In the case of Hindustan Steels Ltd. (supra ) the Hon’ble Supreme Court has observed as under :

” An order imposing penalty for failure to carry out a statutory obligation is the result of a quasi-criminal proceeding and penalty will not ordinarily be imposed unless the party obliged either acted deliberately in defiance of law or was guilty of conduct contumacious or dishonest or acted in conscious disregard of its obligation. Penalty will not also be imposed merely because it is lawful to do so. Whether penalty should be imposed for failure to perform a statutory obligation is a matter of discretion of the authority to be exercised judicially and on a consideration of all the relevant circumstances.
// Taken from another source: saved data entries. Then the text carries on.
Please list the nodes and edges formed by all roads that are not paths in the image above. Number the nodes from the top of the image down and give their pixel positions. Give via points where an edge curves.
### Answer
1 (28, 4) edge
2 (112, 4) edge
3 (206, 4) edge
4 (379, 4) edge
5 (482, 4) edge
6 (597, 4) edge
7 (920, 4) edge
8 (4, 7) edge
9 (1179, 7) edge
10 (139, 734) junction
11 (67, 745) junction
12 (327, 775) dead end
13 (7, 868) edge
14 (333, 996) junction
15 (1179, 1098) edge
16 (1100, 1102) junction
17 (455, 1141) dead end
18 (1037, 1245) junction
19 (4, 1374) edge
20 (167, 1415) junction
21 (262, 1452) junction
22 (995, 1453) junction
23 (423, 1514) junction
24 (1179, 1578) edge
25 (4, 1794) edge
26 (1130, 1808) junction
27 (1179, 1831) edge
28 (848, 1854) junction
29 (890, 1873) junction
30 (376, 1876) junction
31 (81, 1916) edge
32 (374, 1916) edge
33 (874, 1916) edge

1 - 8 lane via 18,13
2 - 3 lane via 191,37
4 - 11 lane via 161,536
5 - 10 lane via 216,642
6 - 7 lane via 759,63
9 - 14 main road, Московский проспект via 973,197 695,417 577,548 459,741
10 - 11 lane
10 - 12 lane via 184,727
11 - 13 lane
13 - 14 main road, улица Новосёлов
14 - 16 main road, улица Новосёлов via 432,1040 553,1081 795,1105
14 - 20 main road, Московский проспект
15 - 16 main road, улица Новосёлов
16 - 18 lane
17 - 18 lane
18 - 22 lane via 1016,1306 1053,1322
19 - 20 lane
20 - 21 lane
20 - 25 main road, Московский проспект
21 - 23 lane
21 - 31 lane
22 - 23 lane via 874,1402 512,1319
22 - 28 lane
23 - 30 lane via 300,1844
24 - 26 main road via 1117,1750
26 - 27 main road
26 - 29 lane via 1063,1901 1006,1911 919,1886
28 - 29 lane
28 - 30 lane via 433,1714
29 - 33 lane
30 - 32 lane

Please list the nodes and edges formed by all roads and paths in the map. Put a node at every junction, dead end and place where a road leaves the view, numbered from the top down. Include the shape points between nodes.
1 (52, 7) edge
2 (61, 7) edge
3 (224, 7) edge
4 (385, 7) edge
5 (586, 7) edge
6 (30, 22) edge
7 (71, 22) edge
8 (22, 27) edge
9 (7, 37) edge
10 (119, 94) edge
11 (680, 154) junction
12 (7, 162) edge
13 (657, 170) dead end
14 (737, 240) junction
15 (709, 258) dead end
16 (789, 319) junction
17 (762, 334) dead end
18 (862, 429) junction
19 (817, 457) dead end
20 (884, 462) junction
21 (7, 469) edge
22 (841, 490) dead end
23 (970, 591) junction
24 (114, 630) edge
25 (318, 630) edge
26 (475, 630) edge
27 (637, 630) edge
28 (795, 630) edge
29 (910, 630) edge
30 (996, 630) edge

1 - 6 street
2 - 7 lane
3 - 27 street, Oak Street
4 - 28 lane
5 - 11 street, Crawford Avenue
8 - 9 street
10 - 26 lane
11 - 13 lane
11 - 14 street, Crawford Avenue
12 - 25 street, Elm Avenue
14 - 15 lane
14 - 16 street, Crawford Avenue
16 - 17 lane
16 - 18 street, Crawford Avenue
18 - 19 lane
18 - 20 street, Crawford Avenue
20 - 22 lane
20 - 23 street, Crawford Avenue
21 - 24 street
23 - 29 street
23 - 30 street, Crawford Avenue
Even if a minimum penalty is prescribed, the authority competent to impose the penalty will be justified in refusing to impose penalty, when there is a technical or venial breach of the provisions of the Act or where the breach flows from a bonafide belief that the offender is not liable to act in the manner prescribed by the statute.”

We find that the law laid down by the Hon’ble Supreme Court in the case of Hindustan Steels Ltd. Vs. State of Orissa reported in 1983 ITR 26(SC) is applicable looking to the provisions of Section 272-B read with Section 273B of the Act. Thus, the submission of the learned counsel for the appellant that the law laid down by the Hon’ble Supreme Court in the case of Hindustan Steels Ltd. (supra ) is not applicable, is liable to be rejected.

We further find that on the findings recorded by the ITAT regarding no revenue loss and mere technical breach, clearly satisfies the test of reasonable cause under section 273B of the Act. In the present case the levy of penalty under Section 272-B of the Act by the assessing authority was fully unjustified.

We also find that the ITAT has elaborately dealt with the factual and legal aspect of the case and that the findings recorded by the ITAT on reasonable cause are findings of fact.

In view of the discussions made above, we of the view that the impugned order of the ITAT dated 23.4.2009 passed in Income Tax Appeal No. 40/Agr./2008 for the assessment year 2003-04 does not suffer from any error of law or facts. Accordingly, the order of the ITAT is upheld.

In the result, both the questions of law are answered in affirmative, i.e., in favour of the assessee and against the revenue. The appeal fails and is hereby dismissed. However, there shall be no order as to cost.

Order Date :- 19th August, 2013

Ak/


2 Responses to “No penalty for mere non-quoting of PAN in TDS certificates”

  1. AP Agrawal says:

    Section 206AA was not on the statute book during the relevant period.

    However, the entire controversy raised by the Hon’ble Court as to the applicability of the Hindustan Steel seems to be unnecessary as the moment the court was satisfied that there was reasonable cause the penalty did not attract irrespective of any contumacious conduct or the assessee being a PSU. Hindustan Steel has been dissented/distinguished later in a number of cases none of which seems not to have been brought to the notice of the court.

  2. Siddharth Sarraf says:

    Yes, its allright but what will be the implication of Section 206AA, Where if assesse has not mentioned PAN then Person required to deduct TDS shall deduct @ 20%.